Coordenador do Projeto Proteger da Universidade Federal do Rio Grande do Sul (UFGRS), que atende vítimas de abuso sexual, o professor Renato Zamora Flores explica que, após serem estupradas, as vítimas ficam mais expostas para novos abusos.

Responsáveis pelos abrigos podem responder por omissão

Uma investigação iniciada em novembro de 2014 foi levada à Justiça pelo MP, por envolver suspeita de omissão da diretora da casa. A vítima, de 16 anos, disse aos promotores que começou a ser assediada por um educador casado, que costumava lhe dar tapas no bumbum “em tom de brincadeira” e dizer que ela era “mais gostosa” que sua mulher. Além disso, a adolescente disse ter tido relação sexual com o educador.

A narrativa motivou o MP a mover uma ação judicial pedindo o afastamento do profissional e da diretora da casa, determinado pela Justiça em abril. O educador é investigado pela Polícia Civil e pode responder por estupro. Além disso, abusador, diretores das casas e mantenedoras estão sujeitos a pagar indenização por danos morais às vítimas. Em casos de omissão, diretores podem ser demitidos e responder criminalmente.

Nos outros cinco processos que apuram suposto abuso sexual, o crime teria sido cometido por outro acolhido. Em um dos casos, um adolescente de 15 anos, explorado sexualmente na rua, é suspeito de abusar de seis abrigados. Ele já respondeu a dois processos por estupro, e foi condenado em um deles.

Se confirmadas, as denúncias demonstram a ineficiência do poder público na vigilância das crianças e adolescentes que abriga. Conforme as orientações técnicas do Ministério do Desenvolvimento Social e Combate à Fome (MDS), é preciso que os abrigos tenham "uma equipe noturna acordada e atenta à movimentação". O problema é que, em alguns processos, há relatos de que funcionários noturnos estariam dormindo no momento em que os abusos teriam acontecido. Por isso, segundo o MP, diretores e mantenedoras das casas estão sujeitos a demissão e indenização às vítimas.

 

* Os nomes das crianças e adolescentes foram trocados na reportagem, em respeito ao Estatuto da Criança e do Adolescente (ECA). Nomes de mantenedores, abrigos e funcionários foram omitidos a pedido do MP, para não atrapalhar as investigações.

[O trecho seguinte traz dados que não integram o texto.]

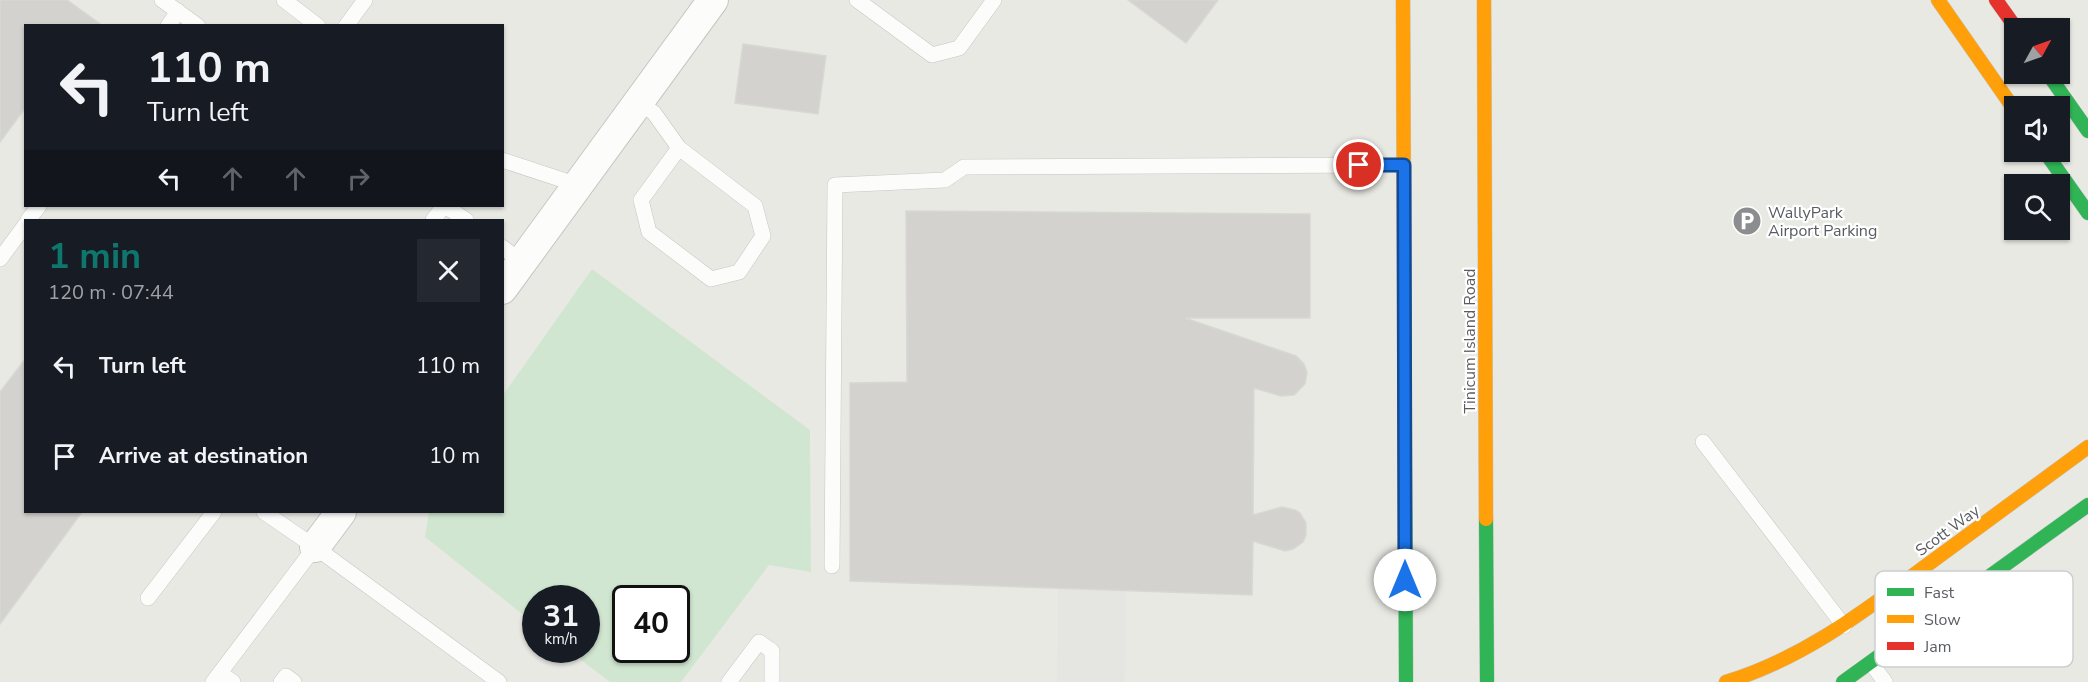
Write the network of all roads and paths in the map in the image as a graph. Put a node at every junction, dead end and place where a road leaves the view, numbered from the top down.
1 (162, 0) edge
2 (284, 0) edge
3 (365, 0) edge
4 (713, 0) edge
5 (857, 0) edge
6 (994, 0) edge
7 (1403, 0) edge
8 (1484, 0) edge
9 (1938, 0) edge
10 (1996, 0) edge
11 (178, 11) junction
12 (2009, 18) edge
13 (169, 24) edge
14 (195, 24) edge
15 (315, 24) edge
16 (347, 24) edge
17 (2055, 84) edge
18 (2005, 96) edge
19 (639, 102) junction
20 (2088, 131) edge
21 (679, 148) junction
22 (504, 161) edge
23 (2052, 162) edge
24 (1404, 165) junction
25 (578, 185) junction
26 (444, 207) edge
27 (446, 207) edge
28 (2088, 213) edge
29 (434, 219) edge
30 (464, 219) edge
31 (24, 226) edge
32 (512, 254) edge
33 (0, 259) edge
34 (504, 282) edge
35 (1703, 442) dead end
36 (2088, 447) edge
37 (2088, 505) edge
38 (213, 513) edge
39 (265, 513) edge
40 (340, 513) edge
41 (315, 547) junction
42 (832, 566) dead end
43 (1925, 571) edge
44 (1993, 571) edge
45 (148, 598) dead end
46 (1875, 609) edge
47 (1847, 630) junction
48 (1875, 653) edge
49 (1868, 658) junction
50 (216, 677) edge
51 (233, 682) edge
52 (281, 682) edge
53 (294, 682) edge
54 (499, 682) edge
55 (729, 682) edge
56 (772, 682) edge
57 (1406, 682) edge
58 (1486, 682) edge
59 (1726, 682) edge
60 (1843, 682) edge
61 (1885, 682) edge

1 - 11 lane
2 - 15 lane
3 - 16 lane
4 - 19 street
5 - 6 lane
7 - 24 street
8 - 58 street, Tinicum Island Road
9 - 18 street
10 - 12 street
11 - 13 lane
11 - 14 lane
17 - 20 street
19 - 21 lane
19 - 25 street
21 - 21 lane
22 - 25 lane
23 - 28 street
24 - 42 lane
24 - 57 street
25 - 32 street
26 - 29 lane
27 - 30 lane
31 - 33 lane
32 - 34 street
35 - 47 lane
36 - 43 street, Scott Way
37 - 44 street
38 - 45 lane
39 - 41 lane
40 - 41 street
41 - 50 lane
41 - 54 lane
46 - 47 street, Scott Way
47 - 59 street, Scott Way
48 - 49 street
49 - 60 street
49 - 61 lane
50 - 51 lane
52 - 53 lane
55 - 56 lane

O que diz a Fundação de Proteção Especial (FPE) do governo do Estado, por meio da Lei de Acesso à Informação:

"(Quando há denúncias, a FPE) instaura o devido processo administrativo, tomando como medida imediata o afastamento do servidor envolvido.”

O que diz Marcelo Soares, presidente da Fundação de Assistência Social e Cidadania (Fasc) da prefeitura de Porto Alegre:

"Em qualquer tipo de denúncia, solicitamos o afastamento do funcionário para que possamos verificar o que aconteceu e apuramos o fato em um sindicância, mesmo que envolva funcionários das entidades de assistência social. Muitos foram demitidos.”